In its present state, the Track begins one kilometre off the Bruce Highway, at the end of a gravel access road which turns off immediately before the Damper Creek bridge 13km South of Cardwell. The track follows Damper Creek upstream (crossing it repeatedly) through rainforest to Dalrymple’s Gap, a low point on the crest of the range, and soon meets Dalrymple Creek and follows it downstream (again with many crossings) to the parking area 36km North of Ingham. The whole length of the walk is within the Abergowrie section of Girringun National Park and the National Parks site hosts a page about it with some useful maps – although I have to say that their Track map doesn’t provide much detail.

walking track

Halfway up the range from the coastal end of the Dalrymple Track

I walked the inland (i.e. Southern, though it’s sometimes called ‘Western’) end of the Track with a Wildlife Queensland group and our leader has written it up so well that I’m not going to try to compete: just read her report. After camping at Broadwater for a couple of nights I decided to take a look at the Northern end of the Track before heading home.

stony creek bed

Damper Creek in the Dry season, late September

We normally expect the coastal side of the range to be wetter than the inland side, but that wasn’t the case this time. Damper Creek wasn’t running at all, and the forest floor was dry and grey although the trees were still green.

Walking was very easy – a somewhat steeper climb than at the other end but still not too strenuous.
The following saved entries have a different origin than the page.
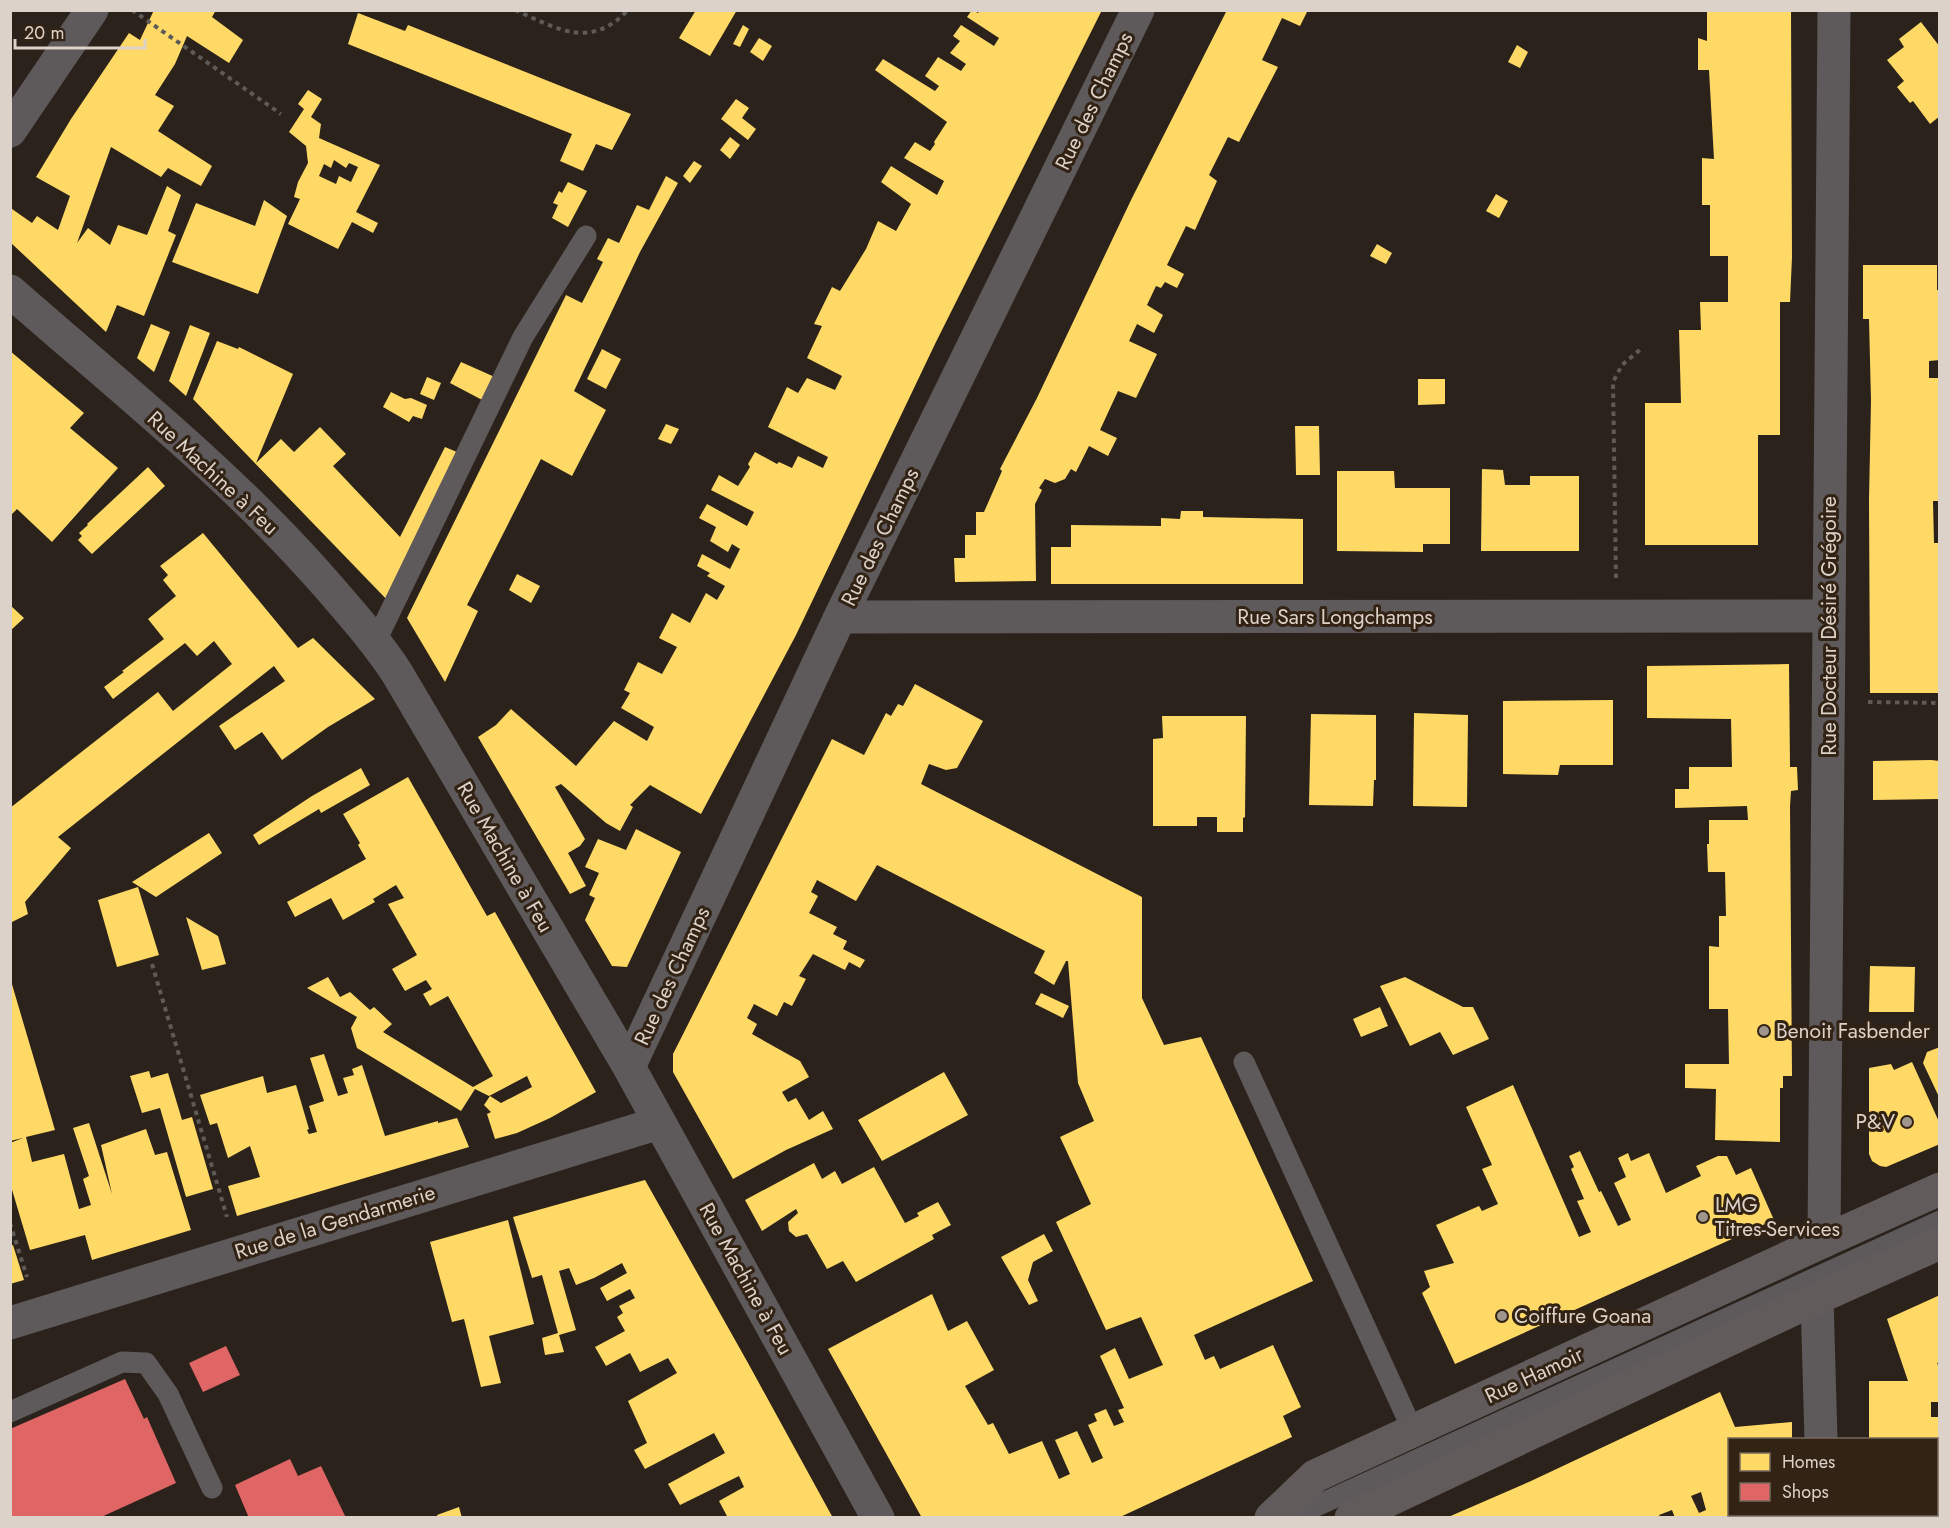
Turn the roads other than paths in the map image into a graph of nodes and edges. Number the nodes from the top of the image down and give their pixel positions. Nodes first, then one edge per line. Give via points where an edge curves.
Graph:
1 (92, 10) edge
2 (1138, 10) edge
3 (1834, 10) edge
4 (10, 131) edge
5 (586, 236) dead end
6 (10, 291) edge
7 (1829, 616) junction
8 (840, 617) junction
9 (376, 641) junction
10 (1244, 1062) dead end
11 (629, 1067) junction
12 (659, 1123) junction
13 (1940, 1189) edge
14 (1940, 1221) edge
15 (1824, 1240) junction
16 (1940, 1243) edge
17 (1817, 1298) junction
18 (25, 1318) edge
19 (10, 1412) edge
20 (1413, 1431) junction
21 (1821, 1438) edge
22 (212, 1488) dead end
23 (878, 1518) edge
24 (1271, 1518) edge
25 (1290, 1518) edge
26 (1351, 1518) edge

1 - 4 street
2 - 8 street, Rue des Champs
3 - 7 street, Rue Docteur Désiré Grégoire
5 - 9 lane via 523,337
6 - 9 street, Rue Machine à Feu via 242,494
7 - 8 street, Rue Sars Longchamps
7 - 15 street, Rue Docteur Désiré Grégoire
8 - 11 street, Rue des Champs
9 - 11 street, Rue Machine à Feu
10 - 20 lane
11 - 12 street, Rue Machine à Feu
12 - 18 street, Rue de la Gendarmerie
12 - 23 street, Rue Machine à Feu
13 - 15 main road, Rue Hamoir
14 - 25 lane, Rue Hamoir
15 - 20 main road, Rue Hamoir
16 - 17 main road
17 - 21 street
17 - 26 main road
19 - 22 lane via 122,1362 146,1363 168,1394
20 - 24 main road, Rue Hamoir via 1316,1476

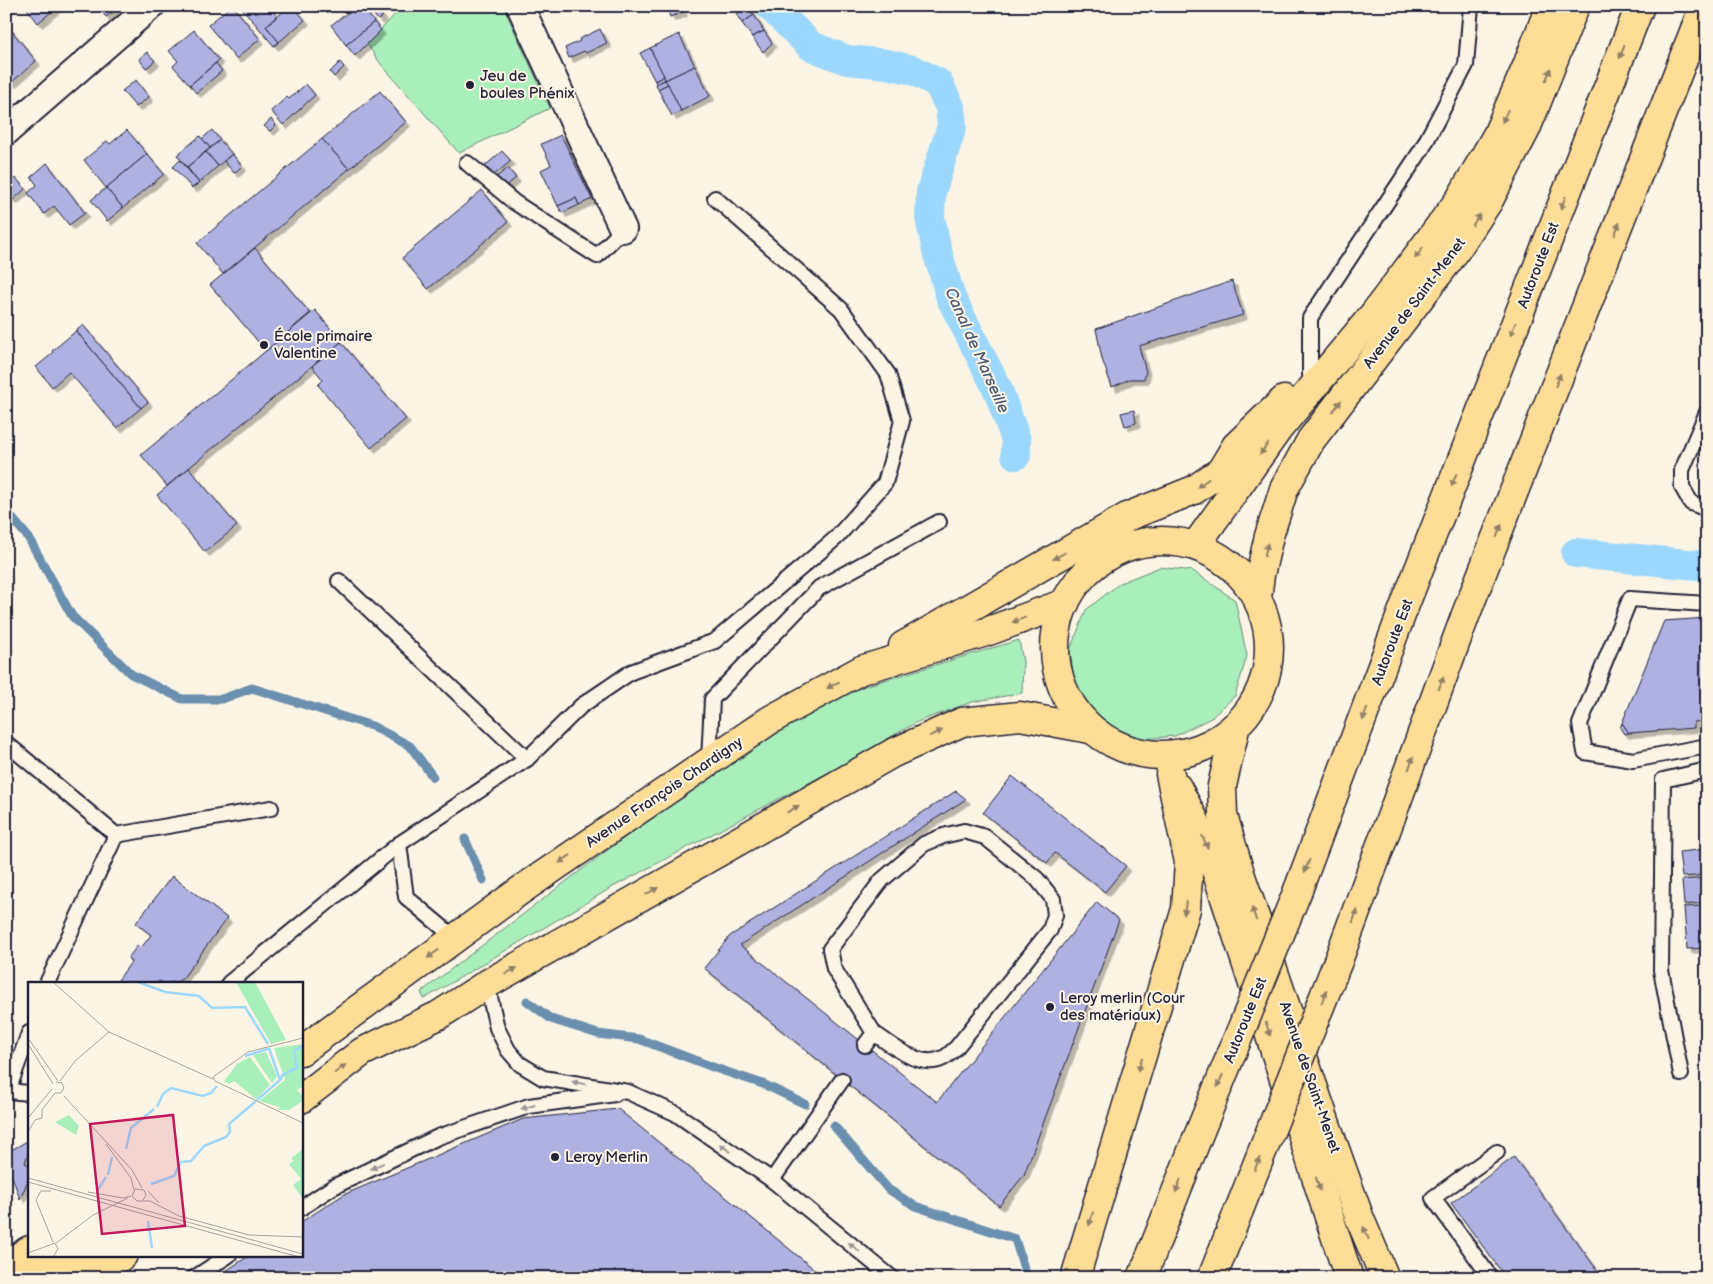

I didn’t go all the way to the top but some day I will join up the two ends by walking the whole Track.

The Track is 10km long and walkers are supposed to allow 6 hours for it, so it is too long to walk both ways in a day. Camping is not permitted at either end of the walk or anywhere along the track, so doing the whole walk is logistically tricky; organising two groups, one starting from either end and swapping car keys when they meet, is one solution.